George Orwell e a novilíngua
O romance 1984 de George Orwell, pseudônimo do súdito nascido na Índia Eric Arthur Blair, lançado em 1949, é uma crítica a Stalin e à União das Repúblicas Socialistas Soviéticas (URSS) e, de modo sutil, a glorificação de Winston Churchill, nome do herói – Winston – do romance.
Logo no início do livro travamos conhecimento da existência do Ministério da Verdade e da Novilíngua, graças aos quais se difundiam lemas governamentais: “liberdade é escravidão”, “ignorância é força”.
Parece ridículo que alguém fosse atingido por tais farsas? Mas outra coisa não lhe é feita, desde os anos 1980, com as palavras e expressões tais como globalização, mercado livre, política ou decisão inevitável, modernização trabalhista, ações indispensáveis, contenção de despesas públicas, superavit fiscal, déficits públicos e baboseiras semelhantes.
A ensaísta e premiada escritora francesa Viviane Forrester publicou, em 2000, Uma Estranha Ditadura (UNESP, 2001) que desmascara a novilíngua neoliberal, que tomou conta de todas as notícias da imprensa, das análises supostamente técnicas e mesmo da academia, como demonstra com precisão e objetividade o filme de Charles Ferguson, Trabalho Interno (Inside Job), lançado em 2010.
Vamos analisar os verdadeiros significados destas palavras, os objetivos desta farsa e, como é óbvio, quem é beneficiado com este reeditado “1984”.
Tomemos um caso concreto – a reforma da previdência social no Brasil. Como já foi sobejamente demonstrado esta previdência é superavitária, mesmo sem a cobrança de milhões de reais devidos por empresas privadas.
O economista J. Carlos de Assis, nas páginas do jornal Monitor Mercantil e em vários blogs e portais virtuais, lançou o desafio a qualquer membro do governo, economista chapa branca ou independente, analista de jornal, rádio e emissora de televisão e doutos acadêmicos para debater com ele o “déficit previdenciário”. Ninguém se ofereceu a este repto que já completa dois meses.
Vejamos alguns elementos desta novilíngua. Primeiro este “pensamento único”, por si já prova do sentido ditatorial, que se autodenomina neoliberal. Que magnífica composição: neo, dando a ideia de novo, de atual, e liberal, que lembra imediatamente liberdade, independência.
Mas significando efetivamente a selvageria do cada um por si, de nenhuma restrição ao abuso, da satisfação de desejo, o mais iníquo, e a competitividade destruidora de pessoas e bens.

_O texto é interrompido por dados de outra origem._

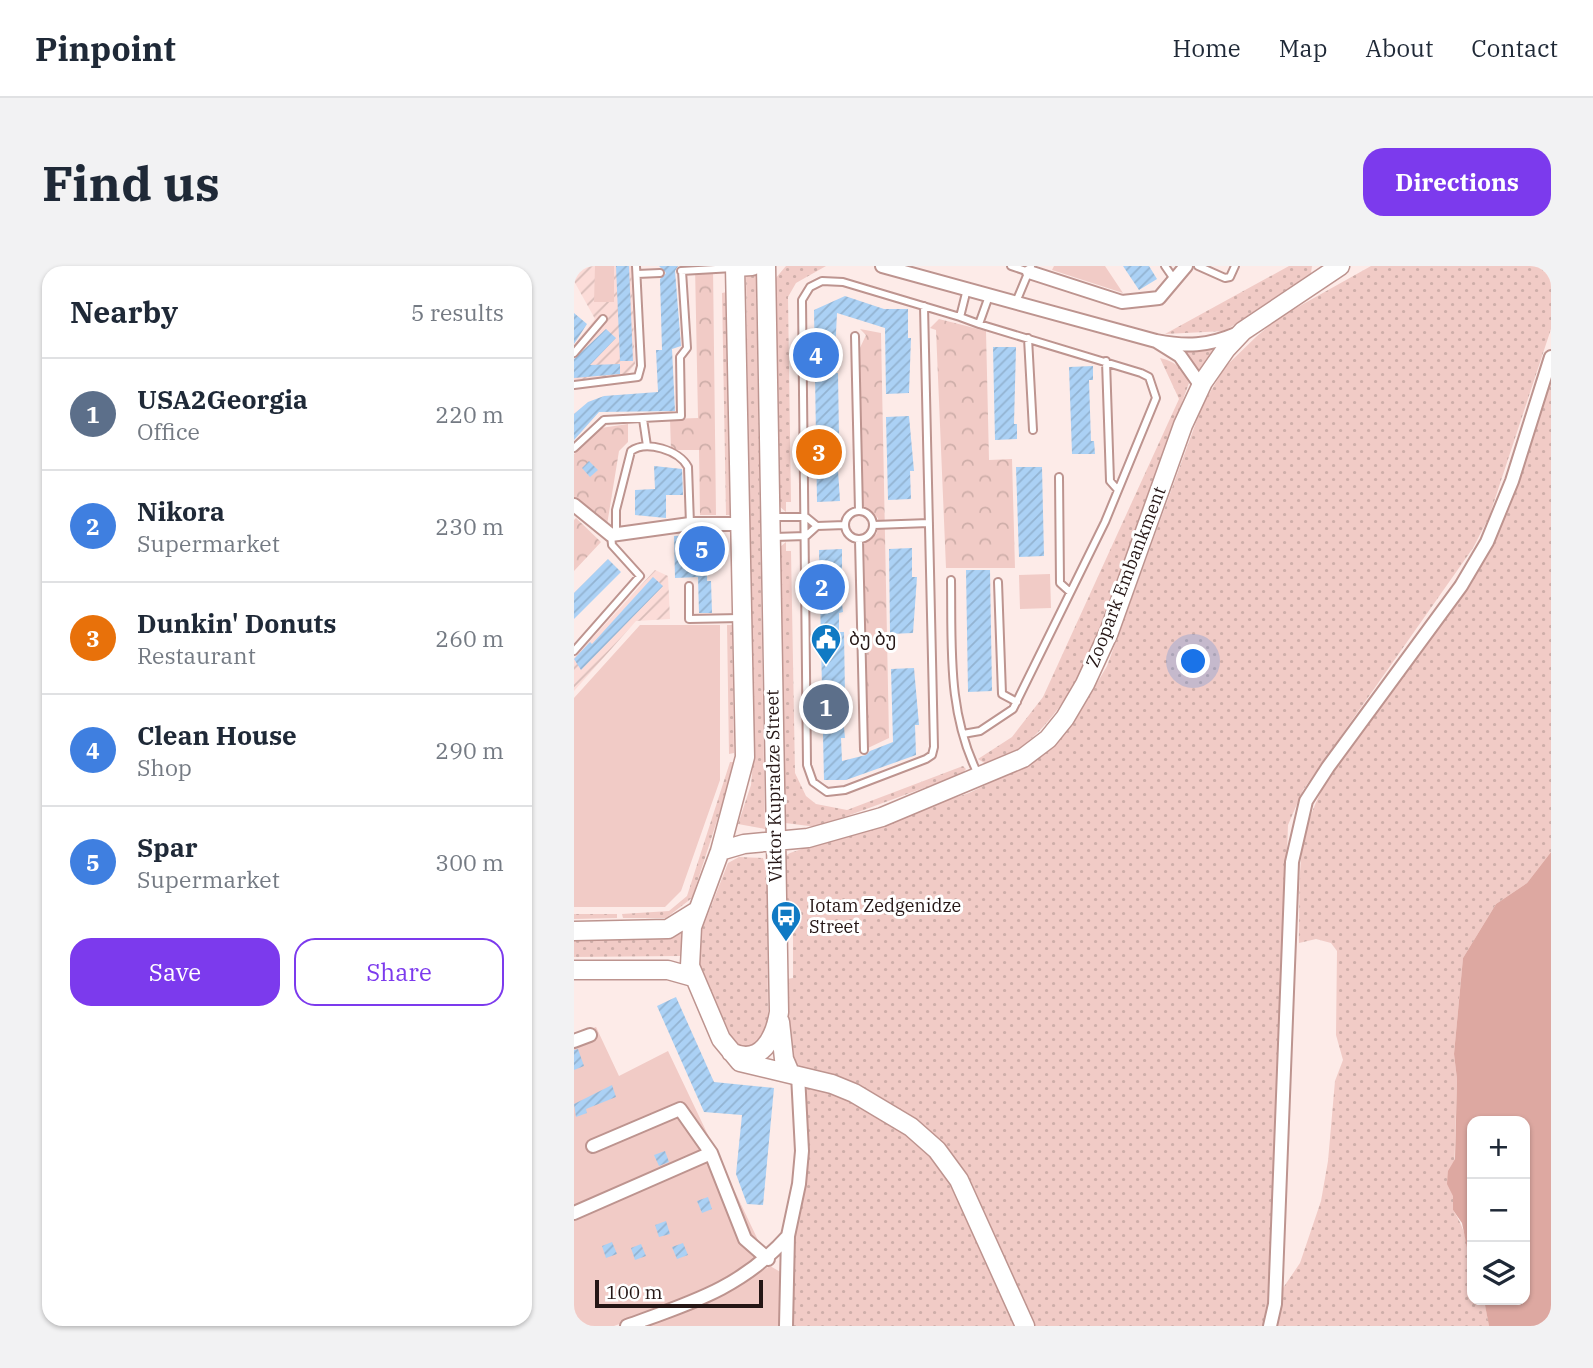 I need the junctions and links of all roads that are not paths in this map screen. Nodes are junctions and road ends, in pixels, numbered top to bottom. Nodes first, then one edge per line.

Viviane Forrester levantou, para março de 1996, sete grandes empresas multinacionais que tiveram cotações em bolsa elevadas com a divulgação da demissão de empregados. O resultado desta “competitividade” foi transferir o dinheiro de salários para os maiores lucros dos acionistas, um processo de concentração de renda e de expansão da miséria.
Mas a competitividade parece atender a voz divina que manda os ricos ficarem mais ricos e os pobres ainda mais pobres. Ou você não havia notado esta novilíngua?
Para que serve a economia? Para promover concentração de riqueza ou existência digna para as pessoas?
Em Londres e em Nova Iorque houve manifestações, peço atenção do analfabeto Ministro da (des)Educação (sic) – “houveram” – remete-lo-ia (!) ao ensino Fundamental I, de mestres de escolas de economia em defesa do real estudo desta disciplina, pois, em suas próprias palavras, estava sendo transformada apenas e simplesmente em engenharia financeira. Mas a imprensa mundial, dominada pela banca (sistema financeiro), fez-se surda e muda.
Outro vocábulo da novilíngua é globalização. Viviane Forrester chama “obra-prima do gênero” farsante.
Escreve esta crítica francesa: “seu nome por si só cobre todos os fatos de nossa época e consegue camuflar, tornando-a indiscernível no interior desse amálgama, a hegemonia do ultraliberalismo: um sistema político que, sem estar oficialmente no poder, comanda o conjunto daquilo que os poderes têm a governar, obtendo uma plenipotência planetária”.
Este avanço da banca à economia, à política, à comunicação social, a toda sociedade já é descrito até por seus executivos e membros de um organismo da banca: o Fundo Monetário Internacional (FMI).
E a imprensa, mesmo quando combate ações da banca, divulga a novilíngua, como se fosse inevitável a discussão nos seus termos e significados. É uma escolha a qual também devemos combater.
Afinal expropriação privada é tirar de alguém, sem que haja interesse público, algo que lhe pertence, seja o salário, no exemplo dado por Viviane Forrester, seja o direito à saúde ou à educação.
Chame-se de déficit público, de custo irrecuperável, de administração perdulária (como se altos juros não fosse o mais perdulário dos gastos públicos), de futura insolvência, como se alardeia às aposentadorias e pensões, sempre é você que está sendo tungado.
Já pensou o caro leitor quem vai receber suas contribuições previdenciárias se não for o Estado? e que garantia você terá da própria permanência da seguradora ou banco daqui a 30 ou 40 anos quando você resolver se aposentar?
É a farsa da banca que nos coloca nesta ditadura da própria linguagem, muito mais difícil de se insurgir do que a da censura, dos tanques nas ruas ou de um Estado totalitário. É a ditadura invisível que nos oprime neste século XXI. E que os coxinhas, batedores de panela ou simplesmente ignorantes colocaram no Poder no Brasil.